In a way, this post could also be seen as capturing the spirit of the holidays by reminiscing about the days of yore — looking back at one of the more exciting times in modern Haskell’s development, where competing composable streaming libraries were at the forefront of practical innovation. The dust has settled on that a bit, but it every time I think about composable streaming combinators, I do get a bit nostalgic :)

This post is written for an intermediate Haskell audience, and will assume you have a familiarity with monads and monadic interfaces, and also a little bit of experience with monad transformers.
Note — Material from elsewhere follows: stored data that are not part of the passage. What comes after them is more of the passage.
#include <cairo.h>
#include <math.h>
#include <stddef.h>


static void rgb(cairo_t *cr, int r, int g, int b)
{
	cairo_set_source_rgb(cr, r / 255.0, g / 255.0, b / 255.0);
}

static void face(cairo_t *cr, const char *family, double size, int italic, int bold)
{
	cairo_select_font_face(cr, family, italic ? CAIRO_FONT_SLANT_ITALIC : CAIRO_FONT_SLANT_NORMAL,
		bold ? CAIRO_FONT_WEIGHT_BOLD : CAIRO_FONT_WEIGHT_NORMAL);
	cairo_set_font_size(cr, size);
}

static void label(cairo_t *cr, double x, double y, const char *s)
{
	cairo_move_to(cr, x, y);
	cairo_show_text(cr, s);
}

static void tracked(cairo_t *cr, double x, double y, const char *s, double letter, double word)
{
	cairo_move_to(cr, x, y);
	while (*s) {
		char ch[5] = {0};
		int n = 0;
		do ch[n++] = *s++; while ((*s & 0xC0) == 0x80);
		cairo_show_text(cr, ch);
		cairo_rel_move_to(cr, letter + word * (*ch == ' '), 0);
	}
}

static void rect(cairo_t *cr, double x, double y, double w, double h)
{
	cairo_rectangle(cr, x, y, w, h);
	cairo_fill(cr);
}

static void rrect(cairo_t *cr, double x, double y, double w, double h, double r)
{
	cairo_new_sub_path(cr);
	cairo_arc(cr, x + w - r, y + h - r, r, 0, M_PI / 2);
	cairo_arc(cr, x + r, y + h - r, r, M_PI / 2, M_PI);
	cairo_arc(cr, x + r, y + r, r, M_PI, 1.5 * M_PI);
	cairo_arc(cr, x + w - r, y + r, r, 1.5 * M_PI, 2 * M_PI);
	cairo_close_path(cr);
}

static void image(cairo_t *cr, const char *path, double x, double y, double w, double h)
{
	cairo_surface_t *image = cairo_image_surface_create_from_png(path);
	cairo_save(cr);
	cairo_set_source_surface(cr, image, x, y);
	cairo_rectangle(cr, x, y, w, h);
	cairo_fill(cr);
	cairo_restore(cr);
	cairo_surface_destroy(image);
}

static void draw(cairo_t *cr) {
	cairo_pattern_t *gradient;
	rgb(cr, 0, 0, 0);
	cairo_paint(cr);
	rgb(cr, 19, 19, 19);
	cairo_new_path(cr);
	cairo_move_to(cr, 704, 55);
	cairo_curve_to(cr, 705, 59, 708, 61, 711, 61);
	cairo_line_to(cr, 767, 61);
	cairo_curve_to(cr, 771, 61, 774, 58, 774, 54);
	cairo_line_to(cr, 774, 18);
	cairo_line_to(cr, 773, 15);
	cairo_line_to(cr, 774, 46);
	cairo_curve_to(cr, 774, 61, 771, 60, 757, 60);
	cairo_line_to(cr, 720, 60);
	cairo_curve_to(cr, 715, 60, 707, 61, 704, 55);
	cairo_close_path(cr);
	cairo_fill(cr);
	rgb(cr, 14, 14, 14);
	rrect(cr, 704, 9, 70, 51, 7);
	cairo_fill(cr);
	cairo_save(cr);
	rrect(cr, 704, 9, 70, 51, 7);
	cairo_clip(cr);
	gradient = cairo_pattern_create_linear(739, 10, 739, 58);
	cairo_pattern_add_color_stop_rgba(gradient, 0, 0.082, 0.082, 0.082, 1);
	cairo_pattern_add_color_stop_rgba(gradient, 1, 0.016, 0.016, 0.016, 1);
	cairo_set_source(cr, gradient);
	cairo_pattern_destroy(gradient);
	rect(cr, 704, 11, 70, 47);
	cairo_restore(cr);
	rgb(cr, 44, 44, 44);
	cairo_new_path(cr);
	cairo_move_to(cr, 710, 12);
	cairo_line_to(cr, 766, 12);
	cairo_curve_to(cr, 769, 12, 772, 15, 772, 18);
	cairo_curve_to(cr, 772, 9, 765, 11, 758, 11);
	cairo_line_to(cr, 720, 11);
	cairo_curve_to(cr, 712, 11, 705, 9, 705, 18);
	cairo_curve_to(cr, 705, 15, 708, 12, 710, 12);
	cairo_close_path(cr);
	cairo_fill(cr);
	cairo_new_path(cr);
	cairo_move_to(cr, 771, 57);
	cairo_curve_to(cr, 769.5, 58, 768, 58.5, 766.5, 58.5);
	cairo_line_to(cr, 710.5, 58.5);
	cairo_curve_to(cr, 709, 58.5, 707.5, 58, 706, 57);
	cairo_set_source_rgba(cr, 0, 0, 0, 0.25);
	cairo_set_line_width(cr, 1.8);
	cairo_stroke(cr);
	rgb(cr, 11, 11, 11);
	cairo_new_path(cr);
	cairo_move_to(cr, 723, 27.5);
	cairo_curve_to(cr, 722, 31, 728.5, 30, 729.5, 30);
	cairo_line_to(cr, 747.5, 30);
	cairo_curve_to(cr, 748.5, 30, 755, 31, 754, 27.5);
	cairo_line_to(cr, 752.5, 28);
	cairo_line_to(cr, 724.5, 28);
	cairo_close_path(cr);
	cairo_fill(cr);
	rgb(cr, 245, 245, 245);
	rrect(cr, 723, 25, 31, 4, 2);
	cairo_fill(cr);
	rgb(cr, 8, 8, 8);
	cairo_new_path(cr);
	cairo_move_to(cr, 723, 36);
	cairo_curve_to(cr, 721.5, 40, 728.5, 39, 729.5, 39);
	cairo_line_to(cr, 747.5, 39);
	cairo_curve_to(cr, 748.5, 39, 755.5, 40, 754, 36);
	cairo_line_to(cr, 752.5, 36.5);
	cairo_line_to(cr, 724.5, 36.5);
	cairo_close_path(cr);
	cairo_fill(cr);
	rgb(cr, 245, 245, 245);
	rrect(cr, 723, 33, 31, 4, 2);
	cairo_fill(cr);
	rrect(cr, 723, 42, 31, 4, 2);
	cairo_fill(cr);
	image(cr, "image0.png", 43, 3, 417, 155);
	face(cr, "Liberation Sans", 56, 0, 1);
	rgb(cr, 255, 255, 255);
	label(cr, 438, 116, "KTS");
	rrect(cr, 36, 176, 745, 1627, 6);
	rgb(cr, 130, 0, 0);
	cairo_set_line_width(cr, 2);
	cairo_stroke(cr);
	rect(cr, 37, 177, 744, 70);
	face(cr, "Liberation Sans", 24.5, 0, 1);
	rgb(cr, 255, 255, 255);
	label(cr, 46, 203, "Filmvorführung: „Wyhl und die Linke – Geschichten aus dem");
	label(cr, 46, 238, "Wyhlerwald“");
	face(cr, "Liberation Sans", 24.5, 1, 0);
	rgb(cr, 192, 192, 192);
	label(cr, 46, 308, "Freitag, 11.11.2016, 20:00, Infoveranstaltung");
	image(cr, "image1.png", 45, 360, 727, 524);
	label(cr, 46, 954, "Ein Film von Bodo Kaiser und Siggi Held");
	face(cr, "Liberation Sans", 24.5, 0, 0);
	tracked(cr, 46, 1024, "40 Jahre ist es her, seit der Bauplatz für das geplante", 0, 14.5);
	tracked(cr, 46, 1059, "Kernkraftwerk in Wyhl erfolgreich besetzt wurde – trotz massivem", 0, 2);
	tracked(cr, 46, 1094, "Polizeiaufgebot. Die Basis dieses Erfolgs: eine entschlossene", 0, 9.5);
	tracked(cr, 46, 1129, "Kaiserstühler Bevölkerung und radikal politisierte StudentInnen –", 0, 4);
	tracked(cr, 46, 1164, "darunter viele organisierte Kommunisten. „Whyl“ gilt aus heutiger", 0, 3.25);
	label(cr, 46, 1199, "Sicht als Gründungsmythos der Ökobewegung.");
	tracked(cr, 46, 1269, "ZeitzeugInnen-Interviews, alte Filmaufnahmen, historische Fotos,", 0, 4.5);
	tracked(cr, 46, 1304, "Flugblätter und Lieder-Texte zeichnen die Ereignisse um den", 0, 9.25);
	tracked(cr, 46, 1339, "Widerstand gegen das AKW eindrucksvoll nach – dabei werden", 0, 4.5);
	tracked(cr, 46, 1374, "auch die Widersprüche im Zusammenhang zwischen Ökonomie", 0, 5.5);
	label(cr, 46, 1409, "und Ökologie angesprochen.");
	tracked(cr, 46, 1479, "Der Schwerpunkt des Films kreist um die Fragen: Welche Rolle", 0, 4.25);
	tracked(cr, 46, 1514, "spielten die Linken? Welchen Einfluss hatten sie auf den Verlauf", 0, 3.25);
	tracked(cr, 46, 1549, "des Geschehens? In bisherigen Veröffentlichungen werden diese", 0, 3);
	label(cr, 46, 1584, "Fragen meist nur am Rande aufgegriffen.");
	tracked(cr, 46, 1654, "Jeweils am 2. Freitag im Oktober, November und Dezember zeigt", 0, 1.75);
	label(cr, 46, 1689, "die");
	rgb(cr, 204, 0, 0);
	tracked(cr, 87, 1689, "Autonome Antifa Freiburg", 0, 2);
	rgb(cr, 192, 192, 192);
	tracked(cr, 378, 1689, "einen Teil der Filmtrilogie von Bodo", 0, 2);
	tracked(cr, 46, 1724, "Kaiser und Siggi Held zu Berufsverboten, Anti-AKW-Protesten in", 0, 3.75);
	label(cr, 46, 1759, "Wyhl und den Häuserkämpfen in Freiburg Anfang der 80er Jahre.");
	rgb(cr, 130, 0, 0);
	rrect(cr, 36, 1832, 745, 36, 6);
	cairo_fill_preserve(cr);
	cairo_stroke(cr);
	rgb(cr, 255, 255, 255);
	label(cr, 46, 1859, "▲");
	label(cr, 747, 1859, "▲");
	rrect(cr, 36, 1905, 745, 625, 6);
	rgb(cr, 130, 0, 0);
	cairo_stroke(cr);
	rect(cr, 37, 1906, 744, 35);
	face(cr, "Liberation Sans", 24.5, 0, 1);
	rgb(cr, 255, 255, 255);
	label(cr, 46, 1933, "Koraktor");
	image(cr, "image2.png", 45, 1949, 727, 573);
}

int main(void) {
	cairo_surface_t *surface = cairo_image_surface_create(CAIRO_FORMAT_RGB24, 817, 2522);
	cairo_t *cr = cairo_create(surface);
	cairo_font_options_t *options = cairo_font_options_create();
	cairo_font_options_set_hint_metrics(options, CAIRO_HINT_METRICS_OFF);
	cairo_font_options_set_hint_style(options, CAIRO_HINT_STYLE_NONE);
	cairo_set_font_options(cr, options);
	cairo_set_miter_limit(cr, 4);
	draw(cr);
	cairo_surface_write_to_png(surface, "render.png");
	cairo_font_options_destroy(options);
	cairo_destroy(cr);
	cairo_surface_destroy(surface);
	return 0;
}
Note — there are many ways to arrive at the same result, but this post is more of a demonstration of a certain style and approach that has benefited my greatly in the past.

All of the code in this page can be found online at github!

## Dreaming of an Effectful Christmas

The goal here is to make a system of composable pipes that are “pull-based”, so we can process data as it is read in from IO only as we need it, and never do more work than we need to do up-front or leak memory when we stop using it.

So, the way I usually approach things like these is: “dress for the interface you want, not the one you have.” It involves:

1. Thinking of the m a you want and how you would want to combine it/use it.
2. Express the primitive actions of that thing
3. Use some sort of free structure or effects system to enhance that primitive with the interface you are looking for.

So, let’s imagine our type!

type Pipe i o m a = ...

where a Pipe i o m a represents a pipe component where:

• i: the type of the input the pipe expects from upstream
• o: the type of the output the pipe will be yielding upstream
• m: the monad that the underlying actions live in
• a: the overall result of the pipe once it has terminated.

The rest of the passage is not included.